Your answer should be every line with the word "HEDGES", copied from the data below.

** Opening MATERIAL FOR THIS EXERCISE block **

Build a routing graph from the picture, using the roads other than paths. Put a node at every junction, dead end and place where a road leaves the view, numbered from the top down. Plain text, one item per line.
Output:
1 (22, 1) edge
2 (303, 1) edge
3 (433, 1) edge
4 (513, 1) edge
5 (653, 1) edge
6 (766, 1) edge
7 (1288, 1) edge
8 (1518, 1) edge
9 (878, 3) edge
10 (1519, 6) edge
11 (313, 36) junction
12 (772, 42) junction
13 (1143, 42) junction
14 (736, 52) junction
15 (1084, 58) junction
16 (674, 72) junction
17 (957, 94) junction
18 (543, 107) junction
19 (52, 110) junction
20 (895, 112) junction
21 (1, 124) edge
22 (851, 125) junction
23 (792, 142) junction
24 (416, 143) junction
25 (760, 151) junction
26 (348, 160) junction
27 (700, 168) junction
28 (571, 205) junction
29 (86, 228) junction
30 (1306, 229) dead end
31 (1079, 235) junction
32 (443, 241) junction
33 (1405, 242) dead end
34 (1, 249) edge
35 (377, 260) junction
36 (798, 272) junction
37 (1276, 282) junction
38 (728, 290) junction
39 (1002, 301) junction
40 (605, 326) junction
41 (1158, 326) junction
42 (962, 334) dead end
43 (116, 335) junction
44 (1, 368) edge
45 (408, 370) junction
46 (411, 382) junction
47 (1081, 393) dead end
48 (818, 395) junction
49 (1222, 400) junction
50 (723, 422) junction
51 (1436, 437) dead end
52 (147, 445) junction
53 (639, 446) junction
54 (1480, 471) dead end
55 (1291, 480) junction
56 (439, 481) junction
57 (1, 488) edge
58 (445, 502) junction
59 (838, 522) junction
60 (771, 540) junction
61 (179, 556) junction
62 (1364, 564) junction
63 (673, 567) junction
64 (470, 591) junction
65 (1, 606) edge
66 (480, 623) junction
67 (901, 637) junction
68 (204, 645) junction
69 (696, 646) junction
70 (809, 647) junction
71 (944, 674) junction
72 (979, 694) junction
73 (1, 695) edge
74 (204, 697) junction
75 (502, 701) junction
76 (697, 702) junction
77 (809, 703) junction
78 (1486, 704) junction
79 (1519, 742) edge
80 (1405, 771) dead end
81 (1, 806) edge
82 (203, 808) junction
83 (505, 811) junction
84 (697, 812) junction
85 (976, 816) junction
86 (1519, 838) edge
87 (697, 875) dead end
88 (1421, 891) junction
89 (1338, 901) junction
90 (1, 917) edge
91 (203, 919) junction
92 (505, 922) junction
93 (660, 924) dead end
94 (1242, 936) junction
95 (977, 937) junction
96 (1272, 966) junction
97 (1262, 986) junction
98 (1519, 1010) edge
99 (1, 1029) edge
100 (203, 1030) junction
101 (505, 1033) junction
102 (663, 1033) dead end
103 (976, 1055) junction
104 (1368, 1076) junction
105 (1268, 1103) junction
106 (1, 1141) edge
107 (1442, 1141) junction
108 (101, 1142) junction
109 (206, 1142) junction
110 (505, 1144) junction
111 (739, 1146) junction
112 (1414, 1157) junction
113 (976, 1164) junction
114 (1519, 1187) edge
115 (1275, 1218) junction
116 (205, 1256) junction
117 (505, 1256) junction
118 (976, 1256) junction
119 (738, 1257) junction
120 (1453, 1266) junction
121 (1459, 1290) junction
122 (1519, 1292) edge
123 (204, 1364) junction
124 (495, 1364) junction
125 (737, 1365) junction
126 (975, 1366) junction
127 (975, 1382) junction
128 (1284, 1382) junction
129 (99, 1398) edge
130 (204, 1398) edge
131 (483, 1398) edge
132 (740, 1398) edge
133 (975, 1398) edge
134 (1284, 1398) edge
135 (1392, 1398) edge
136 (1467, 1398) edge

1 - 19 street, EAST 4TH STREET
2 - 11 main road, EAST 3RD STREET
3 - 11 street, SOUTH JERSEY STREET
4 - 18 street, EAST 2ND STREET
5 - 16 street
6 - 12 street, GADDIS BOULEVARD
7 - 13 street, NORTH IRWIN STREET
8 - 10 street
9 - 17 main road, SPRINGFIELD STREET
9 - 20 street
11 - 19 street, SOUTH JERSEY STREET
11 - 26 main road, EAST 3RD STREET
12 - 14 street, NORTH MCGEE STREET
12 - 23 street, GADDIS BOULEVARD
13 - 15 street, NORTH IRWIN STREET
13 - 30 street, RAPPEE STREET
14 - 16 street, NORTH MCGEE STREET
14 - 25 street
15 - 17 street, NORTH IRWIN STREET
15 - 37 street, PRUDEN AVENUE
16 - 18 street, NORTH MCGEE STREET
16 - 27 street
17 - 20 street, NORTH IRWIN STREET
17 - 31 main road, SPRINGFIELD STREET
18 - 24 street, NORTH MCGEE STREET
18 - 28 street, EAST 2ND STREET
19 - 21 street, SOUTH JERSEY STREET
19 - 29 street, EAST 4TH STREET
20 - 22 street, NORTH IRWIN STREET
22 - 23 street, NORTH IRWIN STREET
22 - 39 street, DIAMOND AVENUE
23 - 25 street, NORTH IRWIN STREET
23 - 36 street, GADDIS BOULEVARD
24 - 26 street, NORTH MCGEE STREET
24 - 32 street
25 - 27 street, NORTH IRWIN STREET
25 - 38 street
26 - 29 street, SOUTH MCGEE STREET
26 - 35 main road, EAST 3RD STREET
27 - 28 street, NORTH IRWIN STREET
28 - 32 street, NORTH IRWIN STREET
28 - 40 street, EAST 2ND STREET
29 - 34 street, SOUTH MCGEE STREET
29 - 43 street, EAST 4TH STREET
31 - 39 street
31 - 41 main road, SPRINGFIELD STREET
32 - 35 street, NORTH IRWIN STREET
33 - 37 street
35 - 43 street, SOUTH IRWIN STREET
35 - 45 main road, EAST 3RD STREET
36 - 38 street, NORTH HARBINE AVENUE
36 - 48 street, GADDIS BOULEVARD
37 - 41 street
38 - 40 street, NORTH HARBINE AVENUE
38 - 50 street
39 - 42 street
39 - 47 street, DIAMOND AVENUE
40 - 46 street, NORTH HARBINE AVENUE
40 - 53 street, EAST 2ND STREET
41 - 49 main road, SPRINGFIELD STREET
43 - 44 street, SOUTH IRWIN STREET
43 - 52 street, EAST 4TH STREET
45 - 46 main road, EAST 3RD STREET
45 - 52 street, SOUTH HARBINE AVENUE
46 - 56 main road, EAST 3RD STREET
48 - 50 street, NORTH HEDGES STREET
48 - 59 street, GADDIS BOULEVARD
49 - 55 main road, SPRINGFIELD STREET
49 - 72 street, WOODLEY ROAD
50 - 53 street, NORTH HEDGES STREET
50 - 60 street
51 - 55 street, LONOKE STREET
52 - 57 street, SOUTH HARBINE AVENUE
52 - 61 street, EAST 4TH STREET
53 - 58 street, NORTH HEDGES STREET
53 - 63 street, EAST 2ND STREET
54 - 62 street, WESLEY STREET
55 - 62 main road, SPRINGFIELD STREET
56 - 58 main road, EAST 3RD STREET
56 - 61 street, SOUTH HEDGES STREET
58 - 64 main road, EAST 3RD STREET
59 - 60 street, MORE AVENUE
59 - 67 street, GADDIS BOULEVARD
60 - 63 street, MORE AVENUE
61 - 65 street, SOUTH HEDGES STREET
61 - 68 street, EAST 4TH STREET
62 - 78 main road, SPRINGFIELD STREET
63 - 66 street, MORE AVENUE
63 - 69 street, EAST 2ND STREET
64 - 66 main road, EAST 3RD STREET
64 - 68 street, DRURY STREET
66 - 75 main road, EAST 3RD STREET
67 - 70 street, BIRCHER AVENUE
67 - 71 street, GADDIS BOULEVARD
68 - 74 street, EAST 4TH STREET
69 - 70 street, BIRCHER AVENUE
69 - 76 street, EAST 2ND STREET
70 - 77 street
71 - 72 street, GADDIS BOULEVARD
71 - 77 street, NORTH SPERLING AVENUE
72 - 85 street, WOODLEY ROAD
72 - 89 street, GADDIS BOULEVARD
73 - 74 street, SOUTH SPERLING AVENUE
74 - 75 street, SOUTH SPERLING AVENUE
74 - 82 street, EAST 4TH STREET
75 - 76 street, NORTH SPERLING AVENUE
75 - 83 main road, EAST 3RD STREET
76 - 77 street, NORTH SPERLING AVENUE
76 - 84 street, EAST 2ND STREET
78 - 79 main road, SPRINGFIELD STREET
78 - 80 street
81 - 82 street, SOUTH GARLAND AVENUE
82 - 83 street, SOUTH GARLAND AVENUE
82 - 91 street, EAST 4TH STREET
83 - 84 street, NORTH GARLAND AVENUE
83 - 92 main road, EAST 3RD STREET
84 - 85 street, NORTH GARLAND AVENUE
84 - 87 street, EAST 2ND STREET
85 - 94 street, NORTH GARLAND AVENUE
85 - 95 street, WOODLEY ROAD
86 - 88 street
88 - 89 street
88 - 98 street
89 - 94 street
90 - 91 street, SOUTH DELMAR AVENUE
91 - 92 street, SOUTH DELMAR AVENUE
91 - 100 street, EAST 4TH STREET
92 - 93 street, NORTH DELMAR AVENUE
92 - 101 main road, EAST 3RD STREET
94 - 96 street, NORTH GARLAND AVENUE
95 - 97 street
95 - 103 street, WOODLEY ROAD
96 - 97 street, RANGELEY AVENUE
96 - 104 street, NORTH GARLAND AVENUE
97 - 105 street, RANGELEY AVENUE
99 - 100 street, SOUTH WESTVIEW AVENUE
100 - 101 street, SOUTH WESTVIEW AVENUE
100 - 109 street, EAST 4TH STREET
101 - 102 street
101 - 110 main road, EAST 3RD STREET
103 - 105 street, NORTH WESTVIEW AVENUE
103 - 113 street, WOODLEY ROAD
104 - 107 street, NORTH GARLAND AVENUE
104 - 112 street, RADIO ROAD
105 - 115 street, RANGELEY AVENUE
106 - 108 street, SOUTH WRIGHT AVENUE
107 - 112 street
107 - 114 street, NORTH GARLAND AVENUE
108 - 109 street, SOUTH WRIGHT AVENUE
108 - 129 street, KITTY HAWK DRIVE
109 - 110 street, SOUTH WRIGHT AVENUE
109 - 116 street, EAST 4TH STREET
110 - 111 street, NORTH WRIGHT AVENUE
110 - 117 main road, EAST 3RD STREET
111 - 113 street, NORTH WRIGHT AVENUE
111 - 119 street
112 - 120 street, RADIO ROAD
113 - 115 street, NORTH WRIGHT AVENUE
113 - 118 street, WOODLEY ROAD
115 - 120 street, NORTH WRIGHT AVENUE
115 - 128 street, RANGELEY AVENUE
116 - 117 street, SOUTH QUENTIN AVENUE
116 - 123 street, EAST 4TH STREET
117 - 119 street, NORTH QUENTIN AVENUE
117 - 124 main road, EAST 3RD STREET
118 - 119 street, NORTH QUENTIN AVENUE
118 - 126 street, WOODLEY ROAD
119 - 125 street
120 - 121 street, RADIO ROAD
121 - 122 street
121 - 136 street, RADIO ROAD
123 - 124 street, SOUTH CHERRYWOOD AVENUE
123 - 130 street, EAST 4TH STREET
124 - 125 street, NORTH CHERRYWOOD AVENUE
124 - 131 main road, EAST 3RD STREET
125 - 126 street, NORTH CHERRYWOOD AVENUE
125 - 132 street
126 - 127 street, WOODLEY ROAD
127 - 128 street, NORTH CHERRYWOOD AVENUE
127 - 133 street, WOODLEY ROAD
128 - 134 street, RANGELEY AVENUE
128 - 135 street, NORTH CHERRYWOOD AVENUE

** Closing MATERIAL FOR THIS EXERCISE block **

» **OUTPUT**
48 - 50 street, NORTH HEDGES STREET
50 - 53 street, NORTH HEDGES STREET
53 - 58 street, NORTH HEDGES STREET
56 - 61 street, SOUTH HEDGES STREET
61 - 65 street, SOUTH HEDGES STREET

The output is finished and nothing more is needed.